- _WHAT THE TASK REQUIRES_
Every record below is to be retyped exactly, with any pictures left out.

═══ LISTED ENTRIES

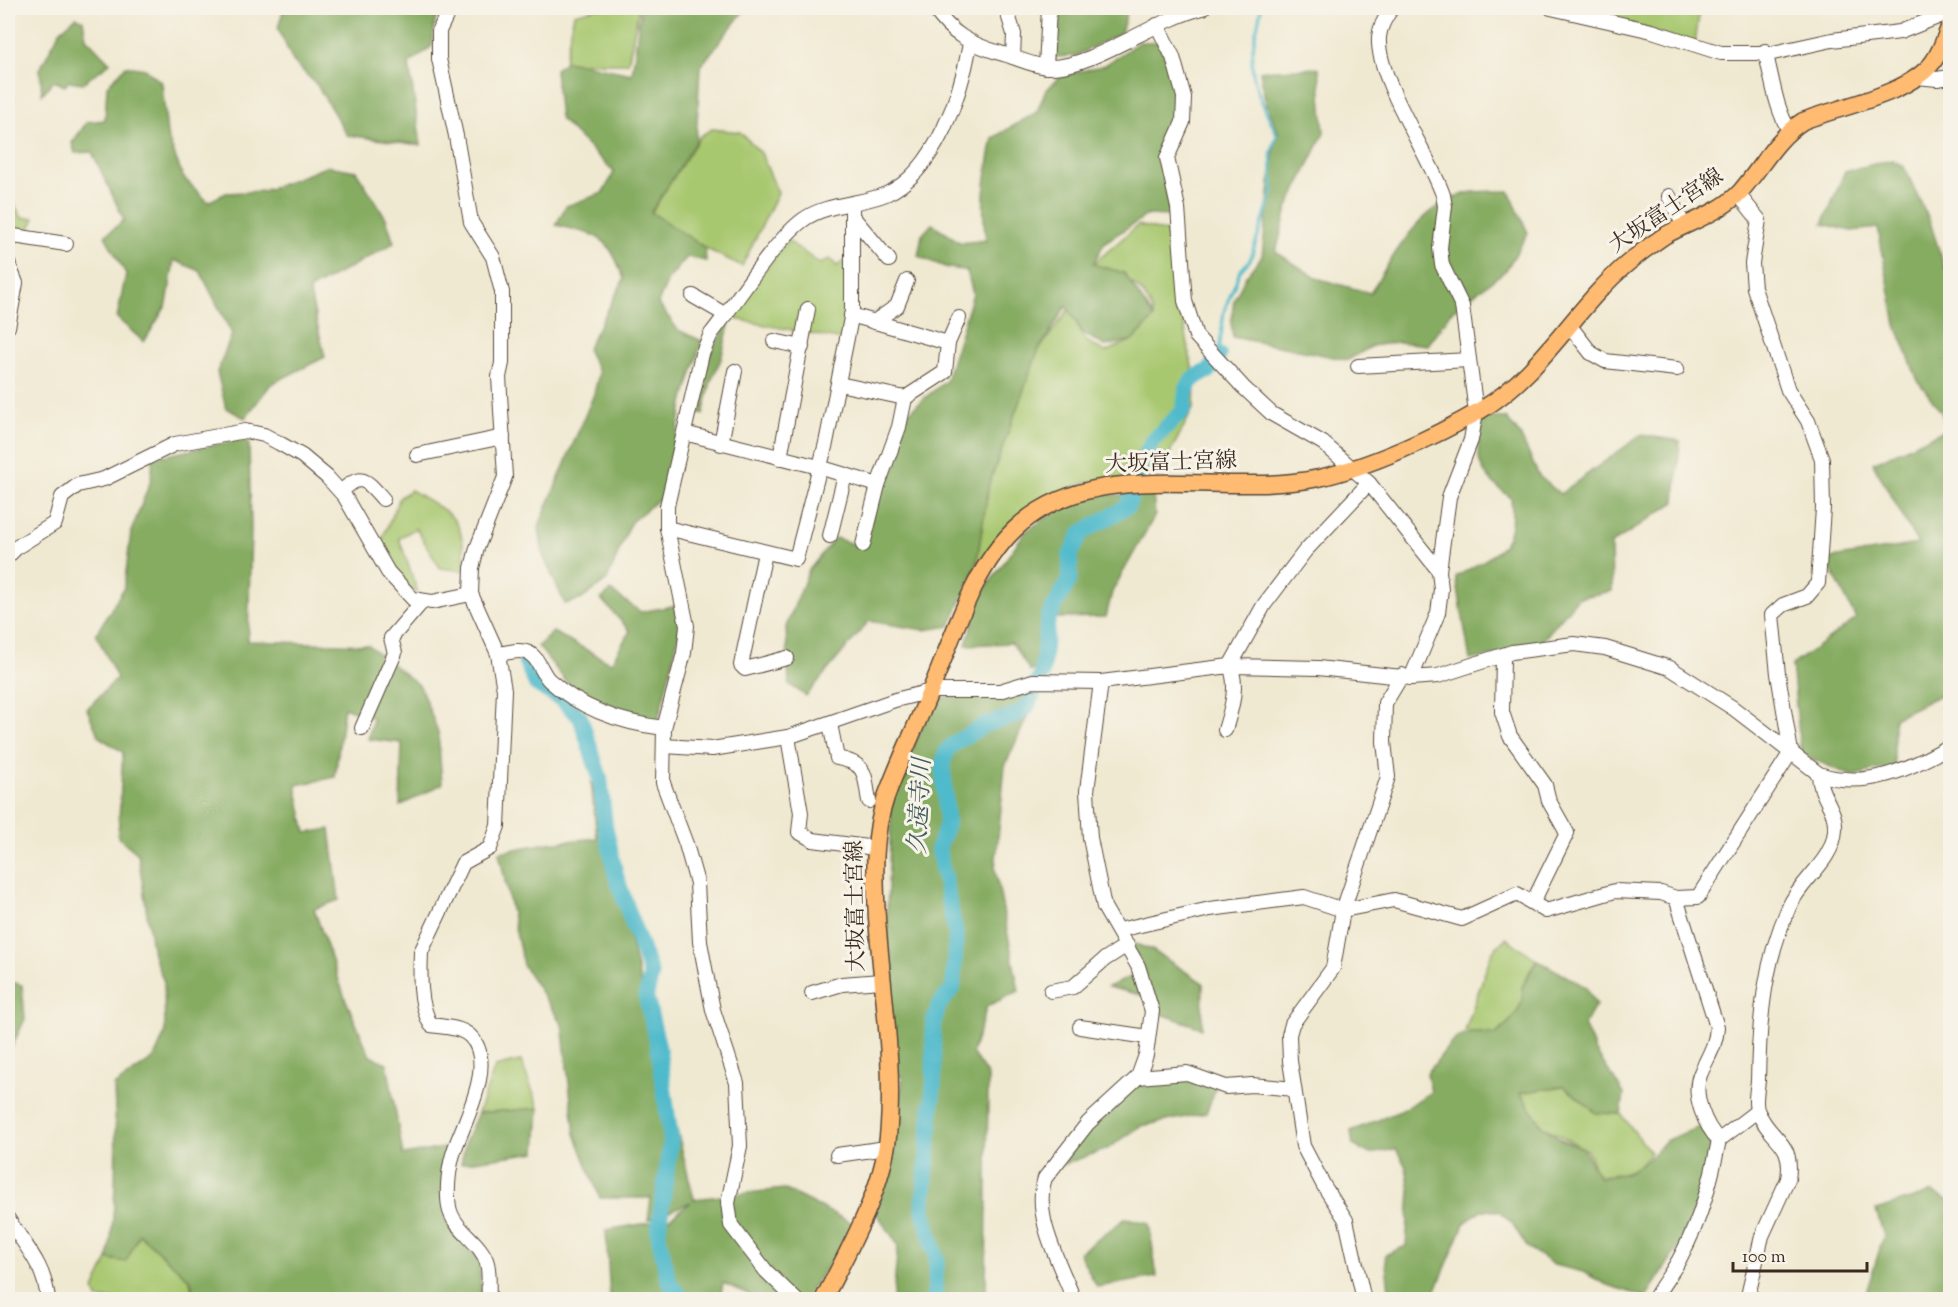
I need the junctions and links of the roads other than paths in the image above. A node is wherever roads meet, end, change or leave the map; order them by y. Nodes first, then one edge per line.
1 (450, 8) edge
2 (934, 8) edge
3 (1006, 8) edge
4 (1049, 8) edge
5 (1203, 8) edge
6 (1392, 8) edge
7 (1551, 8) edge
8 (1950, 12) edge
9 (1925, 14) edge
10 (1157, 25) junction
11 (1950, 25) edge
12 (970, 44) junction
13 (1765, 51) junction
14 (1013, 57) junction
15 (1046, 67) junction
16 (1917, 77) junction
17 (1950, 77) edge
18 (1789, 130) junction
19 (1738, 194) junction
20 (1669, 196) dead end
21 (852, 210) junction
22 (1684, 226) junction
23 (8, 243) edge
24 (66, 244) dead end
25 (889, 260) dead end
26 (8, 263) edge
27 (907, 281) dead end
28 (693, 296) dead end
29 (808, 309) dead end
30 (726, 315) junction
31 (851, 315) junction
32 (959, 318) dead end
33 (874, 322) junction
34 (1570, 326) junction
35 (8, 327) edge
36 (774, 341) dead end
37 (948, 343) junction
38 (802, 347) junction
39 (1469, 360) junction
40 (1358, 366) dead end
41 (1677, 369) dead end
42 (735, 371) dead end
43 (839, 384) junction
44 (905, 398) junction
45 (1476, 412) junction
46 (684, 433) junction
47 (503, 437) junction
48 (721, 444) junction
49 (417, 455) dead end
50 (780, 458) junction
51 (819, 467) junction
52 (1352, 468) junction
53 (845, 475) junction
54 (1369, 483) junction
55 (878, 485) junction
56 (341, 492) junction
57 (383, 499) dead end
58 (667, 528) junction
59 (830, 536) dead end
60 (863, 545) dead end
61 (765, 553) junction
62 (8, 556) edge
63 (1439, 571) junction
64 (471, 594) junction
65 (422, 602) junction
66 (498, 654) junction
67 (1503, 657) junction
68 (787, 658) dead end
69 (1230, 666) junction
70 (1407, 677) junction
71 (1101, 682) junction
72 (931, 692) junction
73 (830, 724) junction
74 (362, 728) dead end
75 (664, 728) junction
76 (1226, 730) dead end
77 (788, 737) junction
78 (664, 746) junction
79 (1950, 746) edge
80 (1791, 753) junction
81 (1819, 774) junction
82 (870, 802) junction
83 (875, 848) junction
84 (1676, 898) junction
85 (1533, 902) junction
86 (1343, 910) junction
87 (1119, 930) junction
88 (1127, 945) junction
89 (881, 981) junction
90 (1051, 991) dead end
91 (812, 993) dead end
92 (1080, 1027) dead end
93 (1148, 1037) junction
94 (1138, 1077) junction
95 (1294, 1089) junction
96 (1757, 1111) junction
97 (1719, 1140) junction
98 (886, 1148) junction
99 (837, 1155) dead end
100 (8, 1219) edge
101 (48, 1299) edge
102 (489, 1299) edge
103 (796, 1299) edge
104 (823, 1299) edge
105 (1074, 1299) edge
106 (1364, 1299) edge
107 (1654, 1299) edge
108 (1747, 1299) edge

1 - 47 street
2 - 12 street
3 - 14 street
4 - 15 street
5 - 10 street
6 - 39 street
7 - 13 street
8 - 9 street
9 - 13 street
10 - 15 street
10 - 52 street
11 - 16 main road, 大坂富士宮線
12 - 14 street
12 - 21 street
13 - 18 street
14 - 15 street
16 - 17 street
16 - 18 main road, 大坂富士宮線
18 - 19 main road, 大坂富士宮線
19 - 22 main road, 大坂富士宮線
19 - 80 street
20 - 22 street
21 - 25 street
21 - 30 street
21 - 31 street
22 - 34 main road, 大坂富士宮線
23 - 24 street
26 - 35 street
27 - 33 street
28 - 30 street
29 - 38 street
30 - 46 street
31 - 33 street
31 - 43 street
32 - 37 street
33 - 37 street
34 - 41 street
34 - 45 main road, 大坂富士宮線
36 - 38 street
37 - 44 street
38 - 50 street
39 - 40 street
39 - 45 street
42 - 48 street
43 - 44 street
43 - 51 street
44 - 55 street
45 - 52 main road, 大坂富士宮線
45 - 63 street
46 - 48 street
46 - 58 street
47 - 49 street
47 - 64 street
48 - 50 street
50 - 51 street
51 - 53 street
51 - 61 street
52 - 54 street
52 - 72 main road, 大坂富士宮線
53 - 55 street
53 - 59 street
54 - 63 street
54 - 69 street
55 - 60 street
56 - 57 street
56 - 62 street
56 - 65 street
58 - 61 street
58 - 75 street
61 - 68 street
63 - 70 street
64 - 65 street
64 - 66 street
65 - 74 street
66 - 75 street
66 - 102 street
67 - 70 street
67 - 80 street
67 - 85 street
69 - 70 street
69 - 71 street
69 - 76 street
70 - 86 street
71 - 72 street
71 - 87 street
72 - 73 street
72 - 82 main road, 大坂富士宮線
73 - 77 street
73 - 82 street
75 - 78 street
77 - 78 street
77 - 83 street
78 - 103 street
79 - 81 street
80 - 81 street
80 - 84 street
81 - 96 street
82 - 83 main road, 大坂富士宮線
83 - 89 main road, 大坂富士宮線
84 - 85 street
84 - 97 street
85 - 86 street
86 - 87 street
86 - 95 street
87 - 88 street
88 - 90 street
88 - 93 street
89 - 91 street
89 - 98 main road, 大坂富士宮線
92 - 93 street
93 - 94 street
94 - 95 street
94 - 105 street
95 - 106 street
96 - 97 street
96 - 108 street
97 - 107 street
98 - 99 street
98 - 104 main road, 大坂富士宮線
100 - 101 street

══════

- _RESULT_
I need the junctions and links of the roads other than paths in the image above. A node is wherever roads meet, end, change or leave the map; order them by y. Nodes first, then one edge per line.
1 (450, 8) edge
2 (934, 8) edge
3 (1006, 8) edge
4 (1049, 8) edge
5 (1203, 8) edge
6 (1392, 8) edge
7 (1551, 8) edge
8 (1950, 12) edge
9 (1925, 14) edge
10 (1157, 25) junction
11 (1950, 25) edge
12 (970, 44) junction
13 (1765, 51) junction
14 (1013, 57) junction
15 (1046, 67) junction
16 (1917, 77) junction
17 (1950, 77) edge
18 (1789, 130) junction
19 (1738, 194) junction
20 (1669, 196) dead end
21 (852, 210) junction
22 (1684, 226) junction
23 (8, 243) edge
24 (66, 244) dead end
25 (889, 260) dead end
26 (8, 263) edge
27 (907, 281) dead end
28 (693, 296) dead end
29 (808, 309) dead end
30 (726, 315) junction
31 (851, 315) junction
32 (959, 318) dead end
33 (874, 322) junction
34 (1570, 326) junction
35 (8, 327) edge
36 (774, 341) dead end
37 (948, 343) junction
38 (802, 347) junction
39 (1469, 360) junction
40 (1358, 366) dead end
41 (1677, 369) dead end
42 (735, 371) dead end
43 (839, 384) junction
44 (905, 398) junction
45 (1476, 412) junction
46 (684, 433) junction
47 (503, 437) junction
48 (721, 444) junction
49 (417, 455) dead end
50 (780, 458) junction
51 (819, 467) junction
52 (1352, 468) junction
53 (845, 475) junction
54 (1369, 483) junction
55 (878, 485) junction
56 (341, 492) junction
57 (383, 499) dead end
58 (667, 528) junction
59 (830, 536) dead end
60 (863, 545) dead end
61 (765, 553) junction
62 (8, 556) edge
63 (1439, 571) junction
64 (471, 594) junction
65 (422, 602) junction
66 (498, 654) junction
67 (1503, 657) junction
68 (787, 658) dead end
69 (1230, 666) junction
70 (1407, 677) junction
71 (1101, 682) junction
72 (931, 692) junction
73 (830, 724) junction
74 (362, 728) dead end
75 (664, 728) junction
76 (1226, 730) dead end
77 (788, 737) junction
78 (664, 746) junction
79 (1950, 746) edge
80 (1791, 753) junction
81 (1819, 774) junction
82 (870, 802) junction
83 (875, 848) junction
84 (1676, 898) junction
85 (1533, 902) junction
86 (1343, 910) junction
87 (1119, 930) junction
88 (1127, 945) junction
89 (881, 981) junction
90 (1051, 991) dead end
91 (812, 993) dead end
92 (1080, 1027) dead end
93 (1148, 1037) junction
94 (1138, 1077) junction
95 (1294, 1089) junction
96 (1757, 1111) junction
97 (1719, 1140) junction
98 (886, 1148) junction
99 (837, 1155) dead end
100 (8, 1219) edge
101 (48, 1299) edge
102 (489, 1299) edge
103 (796, 1299) edge
104 (823, 1299) edge
105 (1074, 1299) edge
106 (1364, 1299) edge
107 (1654, 1299) edge
108 (1747, 1299) edge

1 - 47 street
2 - 12 street
3 - 14 street
4 - 15 street
5 - 10 street
6 - 39 street
7 - 13 street
8 - 9 street
9 - 13 street
10 - 15 street
10 - 52 street
11 - 16 main road, 大坂富士宮線
12 - 14 street
12 - 21 street
13 - 18 street
14 - 15 street
16 - 17 street
16 - 18 main road, 大坂富士宮線
18 - 19 main road, 大坂富士宮線
19 - 22 main road, 大坂富士宮線
19 - 80 street
20 - 22 street
21 - 25 street
21 - 30 street
21 - 31 street
22 - 34 main road, 大坂富士宮線
23 - 24 street
26 - 35 street
27 - 33 street
28 - 30 street
29 - 38 street
30 - 46 street
31 - 33 street
31 - 43 street
32 - 37 street
33 - 37 street
34 - 41 street
34 - 45 main road, 大坂富士宮線
36 - 38 street
37 - 44 street
38 - 50 street
39 - 40 street
39 - 45 street
42 - 48 street
43 - 44 street
43 - 51 street
44 - 55 street
45 - 52 main road, 大坂富士宮線
45 - 63 street
46 - 48 street
46 - 58 street
47 - 49 street
47 - 64 street
48 - 50 street
50 - 51 street
51 - 53 street
51 - 61 street
52 - 54 street
52 - 72 main road, 大坂富士宮線
53 - 55 street
53 - 59 street
54 - 63 street
54 - 69 street
55 - 60 street
56 - 57 street
56 - 62 street
56 - 65 street
58 - 61 street
58 - 75 street
61 - 68 street
63 - 70 street
64 - 65 street
64 - 66 street
65 - 74 street
66 - 75 street
66 - 102 street
67 - 70 street
67 - 80 street
67 - 85 street
69 - 70 street
69 - 71 street
69 - 76 street
70 - 86 street
71 - 72 street
71 - 87 street
72 - 73 street
72 - 82 main road, 大坂富士宮線
73 - 77 street
73 - 82 street
75 - 78 street
77 - 78 street
77 - 83 street
78 - 103 street
79 - 81 street
80 - 81 street
80 - 84 street
81 - 96 street
82 - 83 main road, 大坂富士宮線
83 - 89 main road, 大坂富士宮線
84 - 85 street
84 - 97 street
85 - 86 street
86 - 87 street
86 - 95 street
87 - 88 street
88 - 90 street
88 - 93 street
89 - 91 street
89 - 98 main road, 大坂富士宮線
92 - 93 street
93 - 94 street
94 - 95 street
94 - 105 street
95 - 106 street
96 - 97 street
96 - 108 street
97 - 107 street
98 - 99 street
98 - 104 main road, 大坂富士宮線
100 - 101 street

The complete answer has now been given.